EXERCISE DIRECTIONS: In which lines of the data does the string "Right" appear? Copy every one.

[Stored data entries]

··········

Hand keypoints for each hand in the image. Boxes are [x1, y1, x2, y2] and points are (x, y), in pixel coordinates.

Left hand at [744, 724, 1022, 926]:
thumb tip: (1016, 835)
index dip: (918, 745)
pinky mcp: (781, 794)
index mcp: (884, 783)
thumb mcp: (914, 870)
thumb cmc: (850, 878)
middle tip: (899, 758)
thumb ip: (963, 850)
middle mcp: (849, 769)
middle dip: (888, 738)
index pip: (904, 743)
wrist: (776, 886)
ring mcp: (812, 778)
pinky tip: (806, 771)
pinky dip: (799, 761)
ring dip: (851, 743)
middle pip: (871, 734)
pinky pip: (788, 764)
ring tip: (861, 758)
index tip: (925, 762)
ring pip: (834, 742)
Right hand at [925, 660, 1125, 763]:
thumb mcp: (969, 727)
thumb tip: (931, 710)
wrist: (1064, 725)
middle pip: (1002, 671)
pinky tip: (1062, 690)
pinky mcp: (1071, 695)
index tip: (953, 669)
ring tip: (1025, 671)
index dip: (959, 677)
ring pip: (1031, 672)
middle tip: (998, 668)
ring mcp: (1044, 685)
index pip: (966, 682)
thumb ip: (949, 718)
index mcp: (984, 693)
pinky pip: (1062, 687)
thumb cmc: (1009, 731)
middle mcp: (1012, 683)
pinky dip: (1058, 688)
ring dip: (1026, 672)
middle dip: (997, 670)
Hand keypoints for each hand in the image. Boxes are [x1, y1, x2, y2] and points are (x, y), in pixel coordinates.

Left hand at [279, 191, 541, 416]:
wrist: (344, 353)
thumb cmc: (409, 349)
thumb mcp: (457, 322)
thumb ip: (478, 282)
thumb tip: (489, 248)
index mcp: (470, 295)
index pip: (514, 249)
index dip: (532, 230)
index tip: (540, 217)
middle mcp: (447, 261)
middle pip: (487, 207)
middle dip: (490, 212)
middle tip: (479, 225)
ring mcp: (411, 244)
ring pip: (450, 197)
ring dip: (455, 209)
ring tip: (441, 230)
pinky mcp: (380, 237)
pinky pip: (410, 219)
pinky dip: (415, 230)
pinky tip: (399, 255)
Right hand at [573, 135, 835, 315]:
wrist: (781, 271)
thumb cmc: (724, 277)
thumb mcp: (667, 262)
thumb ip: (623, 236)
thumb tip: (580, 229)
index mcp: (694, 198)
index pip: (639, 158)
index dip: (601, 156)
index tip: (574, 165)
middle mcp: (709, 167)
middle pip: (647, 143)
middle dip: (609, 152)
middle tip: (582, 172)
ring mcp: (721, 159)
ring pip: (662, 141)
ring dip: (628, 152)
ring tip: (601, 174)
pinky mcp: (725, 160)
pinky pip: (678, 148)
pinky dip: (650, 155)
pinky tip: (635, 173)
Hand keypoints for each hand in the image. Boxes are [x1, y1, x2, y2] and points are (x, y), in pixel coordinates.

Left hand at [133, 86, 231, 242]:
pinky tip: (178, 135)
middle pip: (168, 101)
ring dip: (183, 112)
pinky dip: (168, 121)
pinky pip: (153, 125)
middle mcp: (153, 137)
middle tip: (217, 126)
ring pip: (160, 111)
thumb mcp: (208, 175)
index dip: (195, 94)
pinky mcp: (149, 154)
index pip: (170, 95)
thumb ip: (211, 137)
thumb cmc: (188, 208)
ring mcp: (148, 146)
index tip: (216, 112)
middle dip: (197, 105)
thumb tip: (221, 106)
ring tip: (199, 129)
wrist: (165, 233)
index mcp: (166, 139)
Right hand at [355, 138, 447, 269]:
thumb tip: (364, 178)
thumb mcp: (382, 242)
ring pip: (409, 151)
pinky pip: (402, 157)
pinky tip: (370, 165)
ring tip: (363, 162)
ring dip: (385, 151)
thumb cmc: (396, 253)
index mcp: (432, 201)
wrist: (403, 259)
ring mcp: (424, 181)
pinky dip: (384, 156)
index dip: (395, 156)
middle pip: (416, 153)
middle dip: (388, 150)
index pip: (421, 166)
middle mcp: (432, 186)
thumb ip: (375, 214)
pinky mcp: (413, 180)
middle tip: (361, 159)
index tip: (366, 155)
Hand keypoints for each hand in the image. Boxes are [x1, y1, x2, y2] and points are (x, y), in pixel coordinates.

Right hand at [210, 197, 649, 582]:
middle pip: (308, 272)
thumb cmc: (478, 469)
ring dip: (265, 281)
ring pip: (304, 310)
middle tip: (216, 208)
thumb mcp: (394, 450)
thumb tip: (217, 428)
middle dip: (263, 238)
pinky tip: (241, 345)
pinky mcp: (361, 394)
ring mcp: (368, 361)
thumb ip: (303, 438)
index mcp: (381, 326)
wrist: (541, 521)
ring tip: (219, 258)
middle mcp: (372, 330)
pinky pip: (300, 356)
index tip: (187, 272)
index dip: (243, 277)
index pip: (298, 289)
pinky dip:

··········

RESPONSE TO THIS EXERCISE:
Right hand at [925, 660, 1125, 763]:
Right hand at [573, 135, 835, 315]:
Right hand at [355, 138, 447, 269]:
Right hand at [210, 197, 649, 582]:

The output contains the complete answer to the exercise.